To make it very clear, I’m a Los Angeles Lakers fan through and through, but it’s hard not to admire and want to study any team that can sustain greatness long enough to win six championships in eight years.

In this short post, I’ll share the four leadership lessons that stuck out to me most while watching the series. Let’s begin.

Lesson #1 – Leaders aren’t always best friends with their teammates

Michael Jordan was and is beloved by fans — but not so much by his teammates. One story that loomed large in the documentary described how Jordan punched a teammate. Others described being confronted and yelled at.
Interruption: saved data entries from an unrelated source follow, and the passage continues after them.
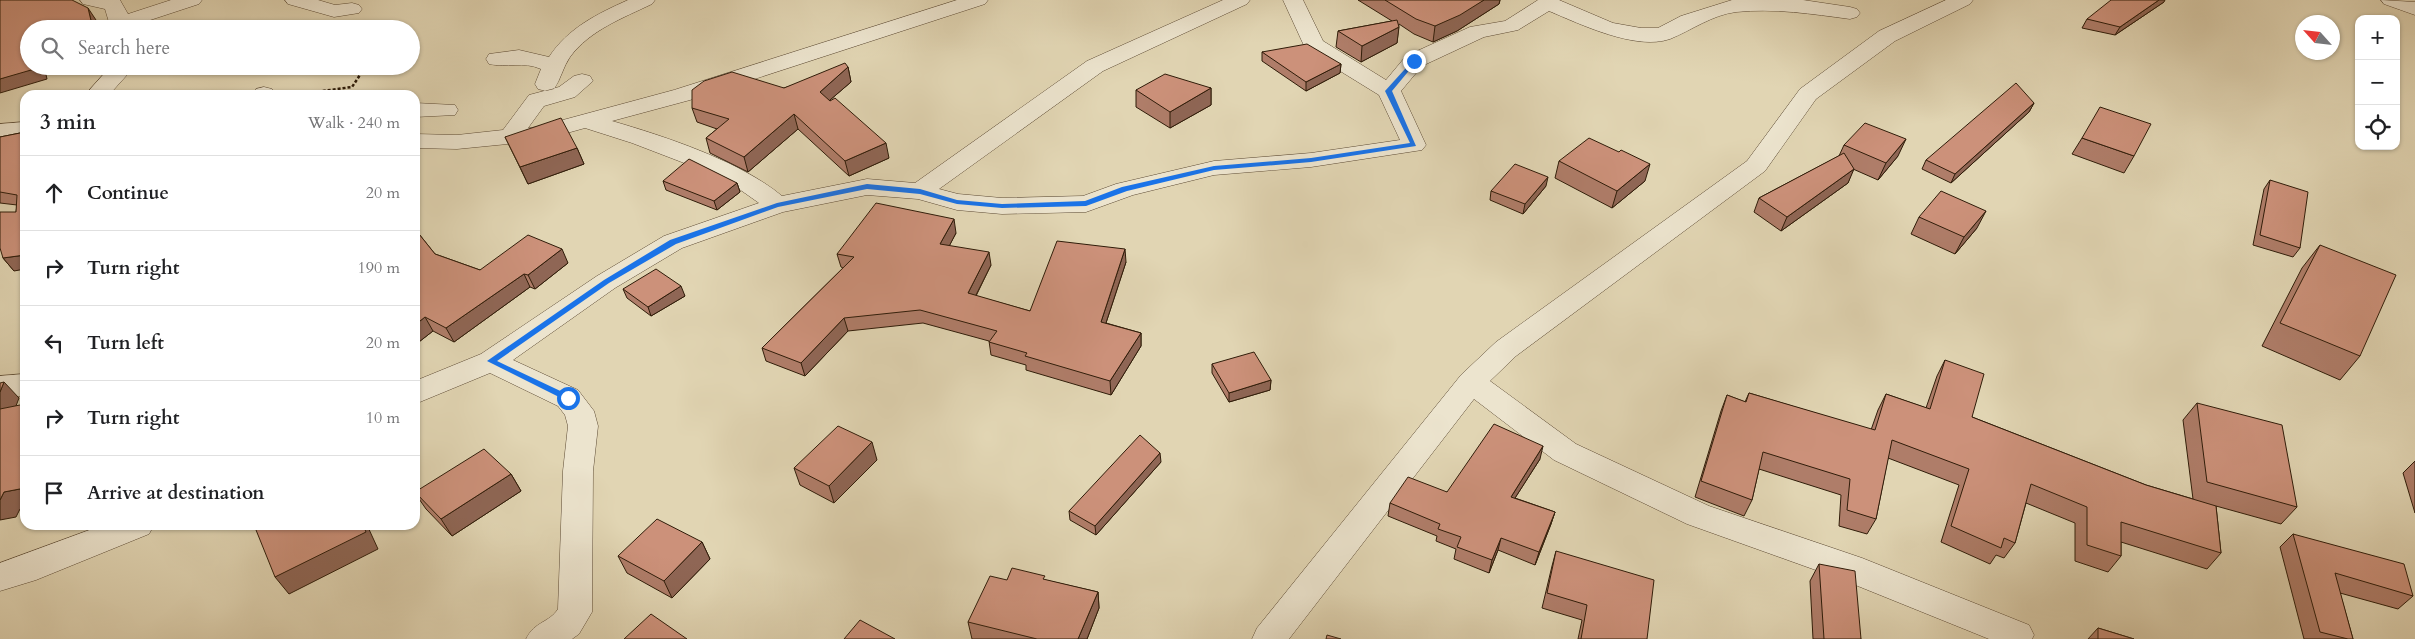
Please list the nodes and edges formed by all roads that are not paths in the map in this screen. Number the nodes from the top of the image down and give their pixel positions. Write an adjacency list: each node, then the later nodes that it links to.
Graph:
1 (90, 0): 13 (street)
2 (192, 0): 14 (street)
3 (294, 0): 11 (street)
4 (645, 0): 17 (street)
5 (978, 0): 25 (street)
6 (1240, 0): 30 (street)
7 (1293, 0): 21 (street)
8 (1963, 0): 15 (street)
9 (2391, 0): 12 (street)
10 (1842, 6): 15 (street); 21 (street)
11 (352, 9)
12 (2415, 9)
13 (120, 20)
14 (137, 20)
15 (1887, 36): 33 (street)
16 (497, 60): 17 (street)
17 (552, 67): 22 (street)
18 (115, 75): 20 (street)
19 (582, 80): 22 (street)
20 (101, 90)
21 (1389, 91): 30 (street)
22 (537, 100): 28 (street)
23 (420, 110): 24 (street)
24 (446, 110)
25 (587, 122): 28 (street); 31 (street)
26 (20, 129): 27 (street)
27 (0, 131)
28 (510, 137): 29 (street)
29 (420, 141)
30 (920, 191): 31 (street)
31 (777, 205): 32 (street)
32 (491, 361): 36 (street); 40 (street)
33 (1471, 382): 39 (street); 41 (street)
34 (20, 385): 35 (street)
35 (0, 387)
36 (420, 391)
37 (125, 530): 38 (street)
38 (0, 577)
39 (2017, 634)
40 (543, 639)
41 (1268, 639)

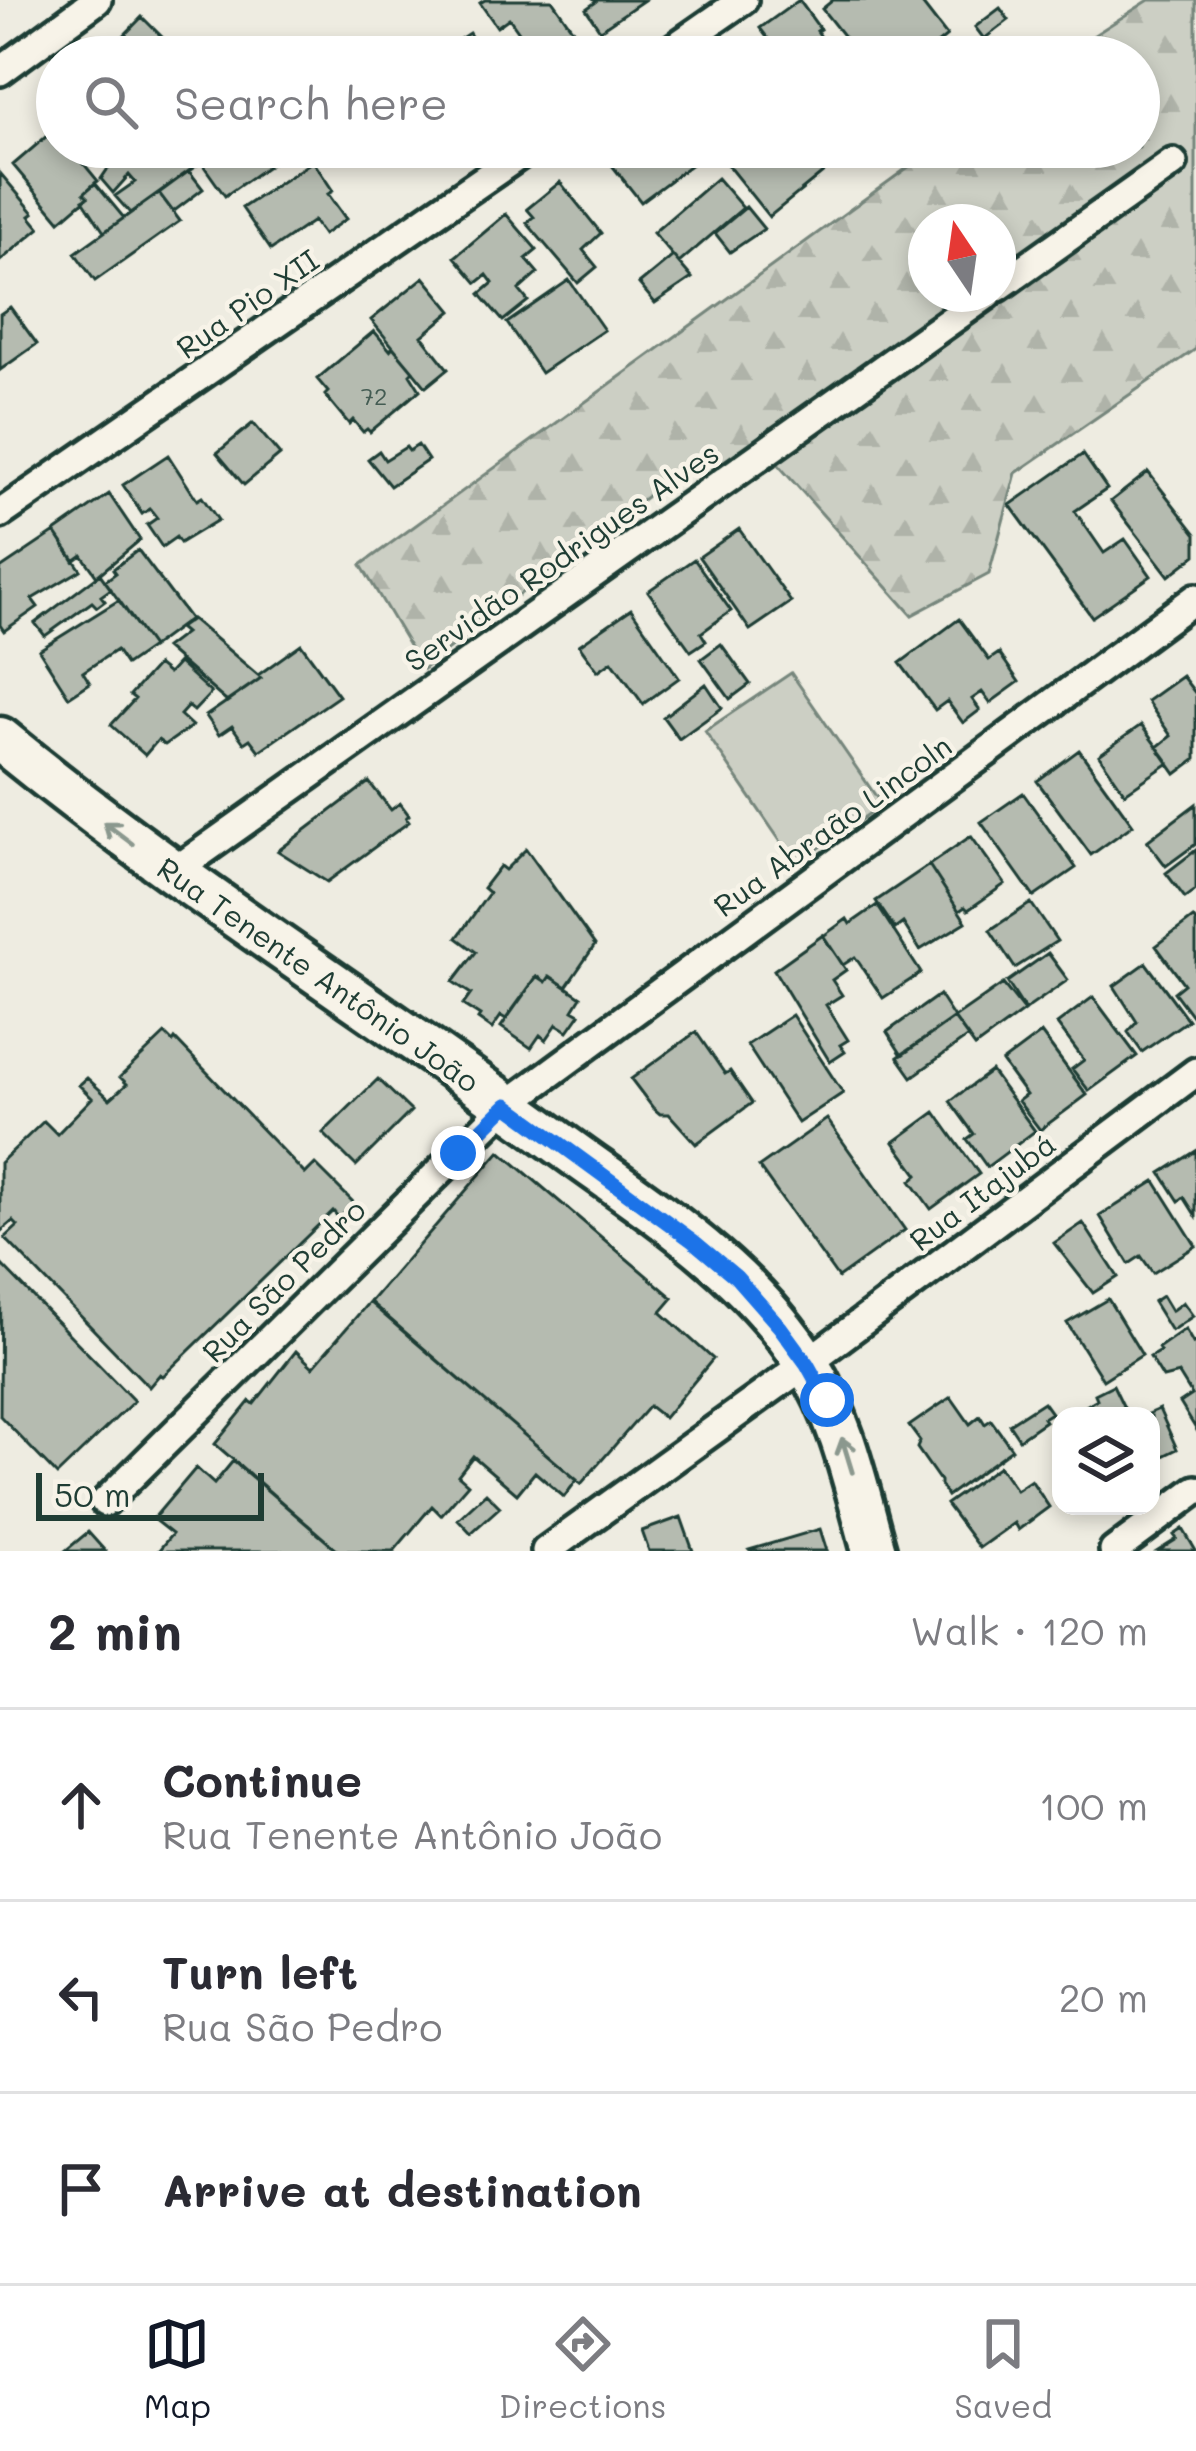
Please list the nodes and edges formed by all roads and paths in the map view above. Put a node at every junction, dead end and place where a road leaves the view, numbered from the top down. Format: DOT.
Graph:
graph roads {
  1 [pos="97,0"];
  2 [pos="743,0"];
  3 [pos="48,36"];
  4 [pos="691,36"];
  5 [pos="36,45"];
  6 [pos="0,71"];
  7 [pos="1173,163"];
  8 [pos="501,168"];
  9 [pos="1016,274"];
  10 [pos="963,312"];
  11 [pos="0,514"];
  12 [pos="1196,598"];
  13 [pos="0,739"];
  14 [pos="172,873"];
  15 [pos="1196,1072"];
  16 [pos="507,1105"];
  17 [pos="807,1364"];
  18 [pos="1196,1490"];
  19 [pos="105,1502"];
  20 [pos="546,1551"];
  21 [pos="874,1551"];
  22 [pos="1114,1551"];
  1 -- 3 [label="street"];
  2 -- 4 [label="street"];
  5 -- 6 [label="street"];
  7 -- 9 [label="street"];
  8 -- 11 [label="street, Rua Pio XII"];
  10 -- 14 [label="street, Servidão Rodrigues Alves"];
  12 -- 16 [label="street, Rua Abraão Lincoln"];
  14 -- 13 [label="main road, Rua Tenente Antônio João, one-way"];
  14 -- 16 [label="main road, Rua Tenente Antônio João"];
  15 -- 17 [label="street, Rua Itajubá"];
  16 -- 17 [label="main road, Rua Tenente Antônio João"];
  16 -- 19 [label="street, Rua São Pedro"];
  17 -- 20 [label="street, Rua Itajubá"];
  21 -- 17 [label="main road, Rua Tenente Antônio João, one-way"];
  18 -- 22 [label="street"];
}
Clearly, he wasn’t always a “nice guy.”

When I was promoted to a management role for the first time it took me a bit to realize that sometimes leaders must have hard conversations and they likely won’t be best friends with the people they are leading. While I don’t advocate yelling, and certainly not physical altercations, leaders do their teams a disservice if they favor friendship over giving honest feedback. 

I can certainly remember hard conversations with past bosses that hurt at the time, but in retrospect helped me and the company succeed in the long term.

Lesson #2 – Leaders require the strength of the entire team to succeed

You might think the documentary is about Michael Jordan — but you’d be wrong. Don’t forget about the huge, game-winning shots made by John Paxson and Steve Kerr. Scottie Pippen was a huge star in his own right, consistently playing incredible defense and averaging 20+ points per game. And for all of his antics, Dennis Rodman made it to the NBA Hall of Fame by being the greatest rebounder in NBA history. The list could go on, but the point is that Michael Jordan did not win any of his six championships on his own. 

As a customer support leader, I’m keenly aware of the fact that without a team of incredible customer service professionals, our customer experience would completely flop. Leaders are only as strong as their ability to recognize the unique strengths of their team members.

Lesson #3 – Leaders love what they do

In the documentary, they spent a lot of time talking about the immense pressure the players were under to keep winning. Michael Jordan couldn’t go out in public. At times he had no choice but to go travel directly from a game back to his hotel room to eat a pizza by himself. As one of the most famous people in the world, I’ll bet he often felt like one of the loneliest. 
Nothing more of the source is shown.